Objective of the sale

Was this sale disinvestment, or was it mere sale of government property through some middlemen? Para 4.0 of the minutes of the 172nd Board meeting of the Hotel Corporation of India held on 19.11.2001, where the sale transaction of the hotel was approved, states the objective clearly: ‘‘Managing director informed the members about the various transaction documents for the sale of business of various units except Centaur Lakeview Hotel, Srinagar.’’ In other words, it is ‘‘sale of business’’, not ‘‘sale of property’’ which formed the basis for invitation of Expression of Interest (EOI) from different bidders for acquiring these hotels on a ‘‘going concern’’ basis. The footnote in the CAG Report (page 41) clarifies clearly that the ‘‘going concern envisages continuance of operation of business by infusing superior technical and managerial skills besides additional capital’’.
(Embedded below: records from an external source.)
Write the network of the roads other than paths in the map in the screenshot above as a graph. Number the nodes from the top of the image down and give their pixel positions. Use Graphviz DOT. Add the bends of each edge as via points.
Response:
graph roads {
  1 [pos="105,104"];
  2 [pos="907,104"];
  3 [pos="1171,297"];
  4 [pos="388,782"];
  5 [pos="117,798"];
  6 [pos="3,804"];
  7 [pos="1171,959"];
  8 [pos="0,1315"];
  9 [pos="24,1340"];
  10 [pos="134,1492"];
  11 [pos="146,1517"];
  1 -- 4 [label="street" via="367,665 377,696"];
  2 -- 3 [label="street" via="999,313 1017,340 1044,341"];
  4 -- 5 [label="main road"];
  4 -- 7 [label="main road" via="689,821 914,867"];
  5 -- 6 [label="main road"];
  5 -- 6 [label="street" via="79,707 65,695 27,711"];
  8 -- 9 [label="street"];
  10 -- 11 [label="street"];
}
This was the objective when the sale of Juhu Centaur was concluded in March 2002, realising Rs 153 crore, and Airport Centaur was sold in April 2002 at Rs 83 crore as ‘‘going concerns’’. What happened in September-October 2002? Airport Centaur was re-sold at Rs 113 crore by the buyer i.e. M/s Batra Hospitality Pvt Ltd. (BHPL) to Sahara Hospitality not as a ‘‘going concern’’, but simply as a property.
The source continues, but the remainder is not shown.